=== Requirement ===
Scan the records for the word "from". Report each line where it occurs.

Saved entries

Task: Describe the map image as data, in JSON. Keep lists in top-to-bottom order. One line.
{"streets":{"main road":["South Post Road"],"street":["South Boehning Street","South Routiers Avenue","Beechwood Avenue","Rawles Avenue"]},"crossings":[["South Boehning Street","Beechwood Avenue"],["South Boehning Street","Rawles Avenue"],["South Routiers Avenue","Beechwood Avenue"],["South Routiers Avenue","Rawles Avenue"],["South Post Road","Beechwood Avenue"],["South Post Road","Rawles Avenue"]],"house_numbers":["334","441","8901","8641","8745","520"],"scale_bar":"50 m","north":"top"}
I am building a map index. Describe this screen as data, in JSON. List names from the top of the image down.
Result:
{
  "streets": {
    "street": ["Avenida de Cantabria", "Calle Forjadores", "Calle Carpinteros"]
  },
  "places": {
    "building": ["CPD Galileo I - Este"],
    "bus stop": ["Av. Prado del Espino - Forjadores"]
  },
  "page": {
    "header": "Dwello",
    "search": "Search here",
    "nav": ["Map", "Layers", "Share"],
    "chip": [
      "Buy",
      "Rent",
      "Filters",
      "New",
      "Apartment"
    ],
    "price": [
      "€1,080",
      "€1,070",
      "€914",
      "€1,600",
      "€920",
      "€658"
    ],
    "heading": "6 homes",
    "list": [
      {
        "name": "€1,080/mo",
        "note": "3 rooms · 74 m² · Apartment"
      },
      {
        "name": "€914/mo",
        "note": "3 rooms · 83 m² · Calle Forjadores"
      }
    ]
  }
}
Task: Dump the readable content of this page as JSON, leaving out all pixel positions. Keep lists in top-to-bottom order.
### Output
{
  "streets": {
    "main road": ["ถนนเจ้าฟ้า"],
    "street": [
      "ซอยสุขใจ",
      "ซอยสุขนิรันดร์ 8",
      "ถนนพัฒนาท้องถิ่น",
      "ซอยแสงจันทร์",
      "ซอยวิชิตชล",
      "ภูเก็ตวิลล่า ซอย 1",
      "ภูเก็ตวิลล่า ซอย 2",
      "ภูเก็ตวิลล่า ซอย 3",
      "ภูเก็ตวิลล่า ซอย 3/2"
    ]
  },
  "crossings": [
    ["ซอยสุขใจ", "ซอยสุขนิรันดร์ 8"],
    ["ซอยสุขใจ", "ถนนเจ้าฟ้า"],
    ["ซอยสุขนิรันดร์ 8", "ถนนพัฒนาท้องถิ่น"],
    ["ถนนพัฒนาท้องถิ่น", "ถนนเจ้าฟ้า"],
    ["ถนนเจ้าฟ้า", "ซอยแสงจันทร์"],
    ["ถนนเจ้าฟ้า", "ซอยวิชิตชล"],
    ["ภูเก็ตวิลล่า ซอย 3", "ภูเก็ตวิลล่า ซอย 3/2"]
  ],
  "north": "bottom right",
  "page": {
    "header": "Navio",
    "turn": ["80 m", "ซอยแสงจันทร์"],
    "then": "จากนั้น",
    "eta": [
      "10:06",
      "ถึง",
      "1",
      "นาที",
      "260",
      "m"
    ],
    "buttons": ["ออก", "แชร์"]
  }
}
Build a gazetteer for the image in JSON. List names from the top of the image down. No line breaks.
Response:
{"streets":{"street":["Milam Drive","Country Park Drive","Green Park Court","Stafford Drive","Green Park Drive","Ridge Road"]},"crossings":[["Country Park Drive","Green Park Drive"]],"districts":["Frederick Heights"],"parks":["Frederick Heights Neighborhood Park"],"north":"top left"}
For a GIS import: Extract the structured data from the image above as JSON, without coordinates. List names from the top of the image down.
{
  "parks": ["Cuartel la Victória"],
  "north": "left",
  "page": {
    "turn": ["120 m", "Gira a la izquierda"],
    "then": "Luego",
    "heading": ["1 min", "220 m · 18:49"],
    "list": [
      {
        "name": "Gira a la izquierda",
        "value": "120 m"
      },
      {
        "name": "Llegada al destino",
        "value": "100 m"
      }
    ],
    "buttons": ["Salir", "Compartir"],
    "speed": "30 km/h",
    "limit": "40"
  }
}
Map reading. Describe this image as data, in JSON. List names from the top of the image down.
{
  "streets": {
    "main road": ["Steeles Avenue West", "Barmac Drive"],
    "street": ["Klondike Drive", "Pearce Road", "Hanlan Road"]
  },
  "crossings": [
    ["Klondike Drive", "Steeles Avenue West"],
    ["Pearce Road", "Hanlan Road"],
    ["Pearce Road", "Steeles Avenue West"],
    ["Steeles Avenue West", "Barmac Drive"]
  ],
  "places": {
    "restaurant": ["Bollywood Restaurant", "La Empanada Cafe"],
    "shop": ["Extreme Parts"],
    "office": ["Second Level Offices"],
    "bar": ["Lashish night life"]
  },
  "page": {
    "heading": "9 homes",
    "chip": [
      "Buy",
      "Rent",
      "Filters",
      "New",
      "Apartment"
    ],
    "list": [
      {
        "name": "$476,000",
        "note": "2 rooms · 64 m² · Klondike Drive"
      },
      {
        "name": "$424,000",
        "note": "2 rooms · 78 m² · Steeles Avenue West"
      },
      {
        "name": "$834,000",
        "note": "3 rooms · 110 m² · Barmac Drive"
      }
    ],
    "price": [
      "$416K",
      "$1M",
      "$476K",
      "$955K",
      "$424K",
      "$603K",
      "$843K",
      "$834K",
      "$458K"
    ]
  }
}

=== Task result ===
I am building a map index. Describe this screen as data, in JSON. List names from the top of the image down.
Build a gazetteer for the image in JSON. List names from the top of the image down. No line breaks.
For a GIS import: Extract the structured data from the image above as JSON, without coordinates. List names from the top of the image down.
Map reading. Describe this image as data, in JSON. List names from the top of the image down.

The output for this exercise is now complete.